Man, oh, man, did I want to love "Color," but it's bogged down by two major problems. The first is that it wants to be not only a) a history of dyes and pigments but also to some extent b) a history of various colors' cultural associations and c) a travelogue, and there just isn't room in this town for all three of those goals. Each chapter ricochets between the histories of several different types of dyeing materials, their cultural histories in their countries of origin, and author Victoria Finlay's modern-day adventures in those locales. Though the book is organized by the spectrum, with each color (plus black, white, and the first dye, ochre) receiving its own chapter, chasing Finlay's competing agendas makes the book overlong and trying to follow. The author just loses the thread too often.
The second is Finlay herself, who makes for a very trying narrator. She has an aggravating tendency to invent elaborate fantasies when facts fail her and expect us to invest in them throughout the chapter, when we just want her to get back to fact. She swears like Mark Twain thought all women did. Her scientific knowledge is lacking and apparently escaped fact-checking (her explanation of why the sky is red at sunset is wrong). Worst, however, is her unabashed colonialism; her globe-hopping quest for color often doubles as a tour of Britain's erstwhile empire, and there's a patronizing quality in Finlay's distanced view of these cultures that suggests a tyranny of low expectations.
Take the chapter on blue, which is in a way the book's strongest because it has a single long-term focus (a journey to a famed lapis lazuli quarry in Afghanistan) but is also one of the most amoral passages I've encountered in nonfiction. Finlay reacts with nothing but annoyed confusion when Britain won't assist her in getting a visa (what do you mean, you don't recognize the Taliban as a legitimate government? What did they ever do to YOU?). Ultimately, she has to hitch a ride with a humanitarian organization that distributes clothes and stable currency dearly needed by Afghanistan's citizens; "irritated," Finlay expresses "fervent" hope that "[my ride] was not the cash van." A local professor is whipped by the Taliban for aiding her quest, but she cheerfully shrugs the incident off. She passes a girl's "school" devoid of books with students shrouded in burqas and praises it as "part of an idle dream"; burqas, after all, only "increase flirting." She then muses that the Taliban did the world a favor by blowing up the Buddhas of Bamiyan - they "reminded so many people in so many countries that nothing lasts forever." Because, y'know, Buddhism is all about impermanence, so why you gotta be so ungrateful, Buddhists?
Finlay wants us to think her journey daring and romantic, but I found it revoltingly vain and ignorant and just couldn't sign on to her idea that's it's OK - charmingly quaint, even - for Afghans to suffer abuse, because, you know, that's just what those people _do._ In her trips to Britain's former possessions, Finlay resembles an overbearing parent who insists on infantilizing her adult children; she visits to give her magnaminous blessing, unaware that they're grown up and don't need Mom (and, indeed, never needed "Mom" in the first place).

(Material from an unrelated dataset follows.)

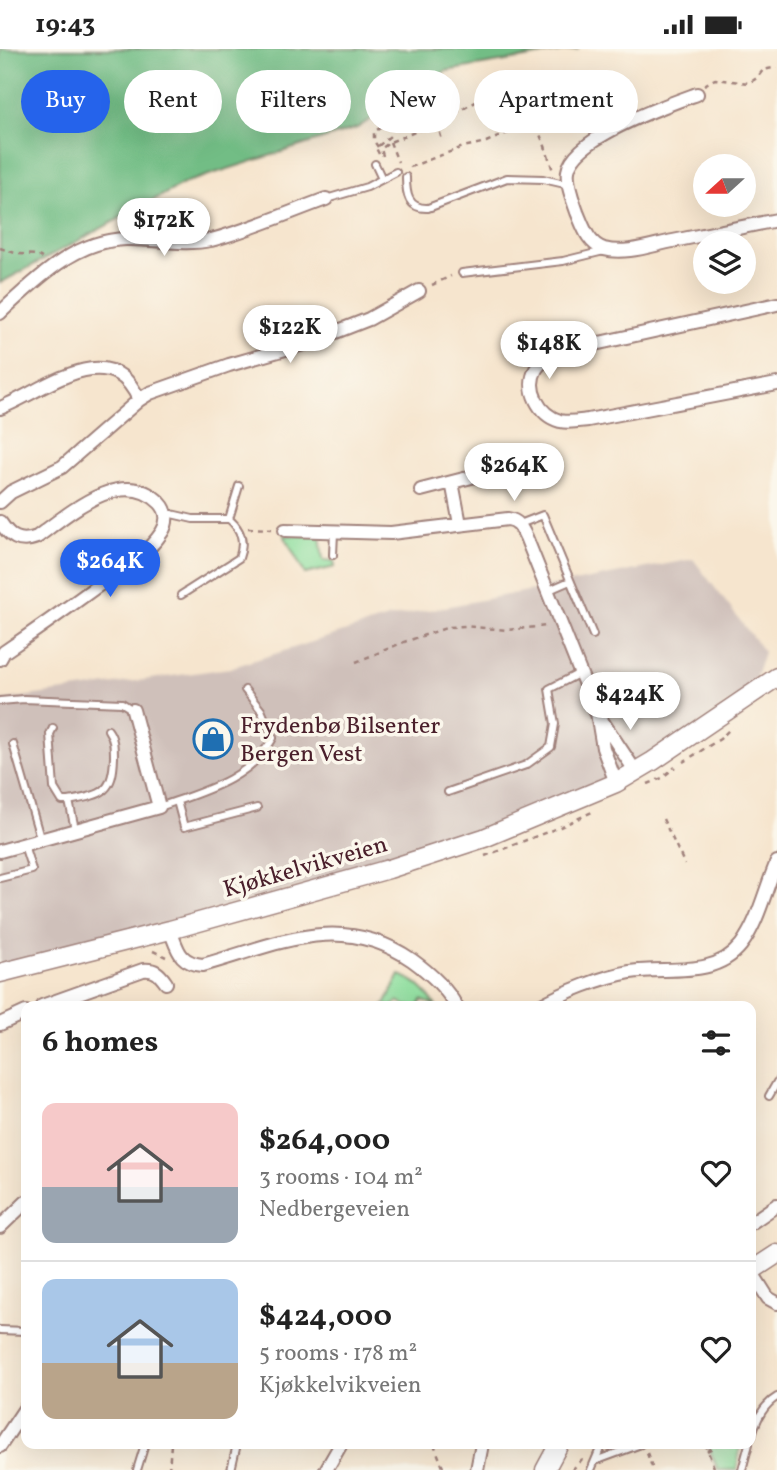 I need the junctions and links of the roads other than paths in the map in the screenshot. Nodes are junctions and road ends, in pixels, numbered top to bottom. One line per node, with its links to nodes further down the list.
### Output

Chronicling a primal force greater than mankind with a universal sweep calls for a certain humility that's outside Finlay's wheelhouse; she wants to make it about the cars she drove, the mochaccinos she drank - her succulent, wild escapades with the wacky ol' Taliban. There's good in "Color" (a trek through an increasingly desolate outback for Aboriginal ochre; a quest for a legendary shade of green used in Chinese imperial pottery that has an odd payoff), but to access it, you have to approach the book in a different way that the author intended. Instead of as a definitive history of the development of the Western spectrum, see it as sort of a gestalt, a succession of smaller stories from around the world about certain uses of color that paint a larger picture (like Roger Deakin's excellent "Wildwood," if you've ever read that).
You also have to overcome the narrator's formidable obnoxiousness, and if that proves impossible for you, you have my sympathy.
(Note: A bit has been made of Finlay supposedly solving the mystery of the origins of Indian yellow, previously thought to have been derived from cattle urine but of dubious provenance. I have my doubts; Finlay lost her translator and went into India's state of Bihar alone, completely unable to speak the language and able to ask about the origins of the dye only in the most rudimentary terms. What I'm saying is: scientific breakthroughs are rarely made by those whose only means of communication are pissing noises.)